Task goal:
Filter the data for "lane" and copy matching lines.

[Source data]
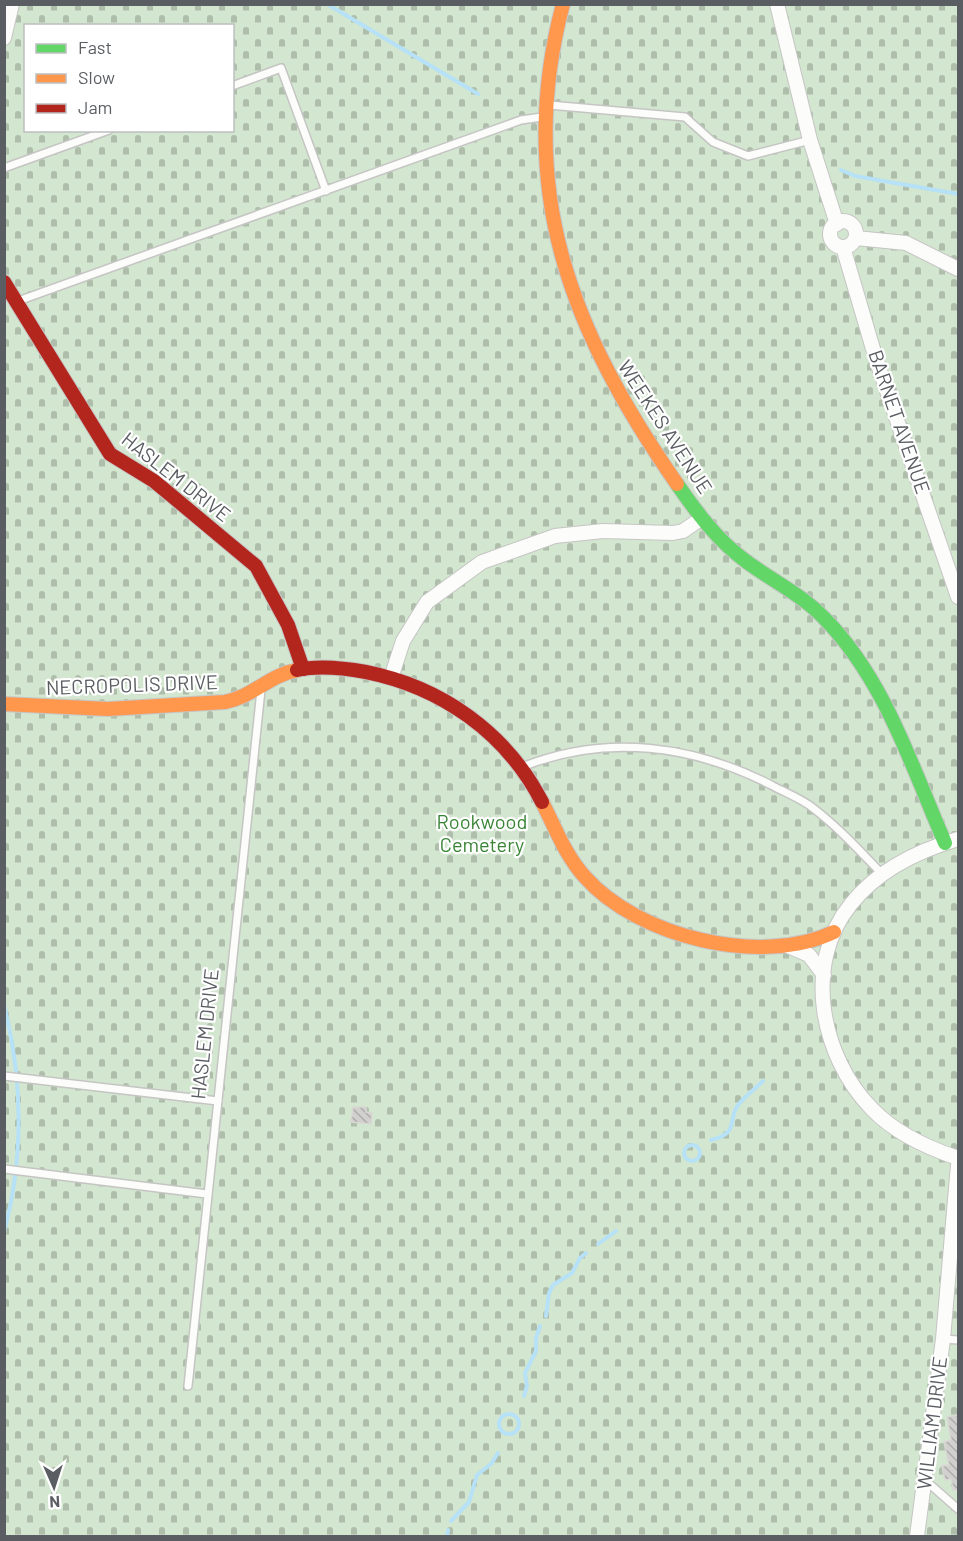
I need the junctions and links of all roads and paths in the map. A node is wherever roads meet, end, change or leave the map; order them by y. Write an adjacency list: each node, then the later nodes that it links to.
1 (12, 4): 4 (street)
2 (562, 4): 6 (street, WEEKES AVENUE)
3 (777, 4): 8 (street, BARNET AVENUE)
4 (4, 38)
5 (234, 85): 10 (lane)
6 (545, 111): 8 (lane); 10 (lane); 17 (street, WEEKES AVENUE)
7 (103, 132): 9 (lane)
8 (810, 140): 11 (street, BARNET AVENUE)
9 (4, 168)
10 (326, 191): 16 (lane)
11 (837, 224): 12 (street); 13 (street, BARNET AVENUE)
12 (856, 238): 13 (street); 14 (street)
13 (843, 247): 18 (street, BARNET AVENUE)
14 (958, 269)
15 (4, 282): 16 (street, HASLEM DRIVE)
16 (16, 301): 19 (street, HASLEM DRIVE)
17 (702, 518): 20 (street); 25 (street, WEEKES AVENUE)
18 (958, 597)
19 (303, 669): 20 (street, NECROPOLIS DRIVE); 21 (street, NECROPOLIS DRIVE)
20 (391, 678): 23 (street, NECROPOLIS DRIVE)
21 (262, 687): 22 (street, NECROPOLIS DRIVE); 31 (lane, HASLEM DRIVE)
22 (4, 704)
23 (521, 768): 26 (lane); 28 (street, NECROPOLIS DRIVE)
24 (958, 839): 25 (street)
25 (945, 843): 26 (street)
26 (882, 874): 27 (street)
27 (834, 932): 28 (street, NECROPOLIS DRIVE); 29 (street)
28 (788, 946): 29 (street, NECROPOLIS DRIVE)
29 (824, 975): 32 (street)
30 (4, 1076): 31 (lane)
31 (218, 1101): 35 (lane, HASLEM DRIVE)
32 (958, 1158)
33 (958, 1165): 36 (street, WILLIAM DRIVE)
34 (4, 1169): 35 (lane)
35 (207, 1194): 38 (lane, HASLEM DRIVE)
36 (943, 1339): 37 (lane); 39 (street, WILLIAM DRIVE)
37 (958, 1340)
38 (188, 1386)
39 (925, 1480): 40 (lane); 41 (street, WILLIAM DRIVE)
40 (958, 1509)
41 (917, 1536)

Answer space:
5 (234, 85): 10 (lane)
6 (545, 111): 8 (lane); 10 (lane); 17 (street, WEEKES AVENUE)
7 (103, 132): 9 (lane)
10 (326, 191): 16 (lane)
21 (262, 687): 22 (street, NECROPOLIS DRIVE); 31 (lane, HASLEM DRIVE)
23 (521, 768): 26 (lane); 28 (street, NECROPOLIS DRIVE)
30 (4, 1076): 31 (lane)
31 (218, 1101): 35 (lane, HASLEM DRIVE)
34 (4, 1169): 35 (lane)
35 (207, 1194): 38 (lane, HASLEM DRIVE)
36 (943, 1339): 37 (lane); 39 (street, WILLIAM DRIVE)
39 (925, 1480): 40 (lane); 41 (street, WILLIAM DRIVE)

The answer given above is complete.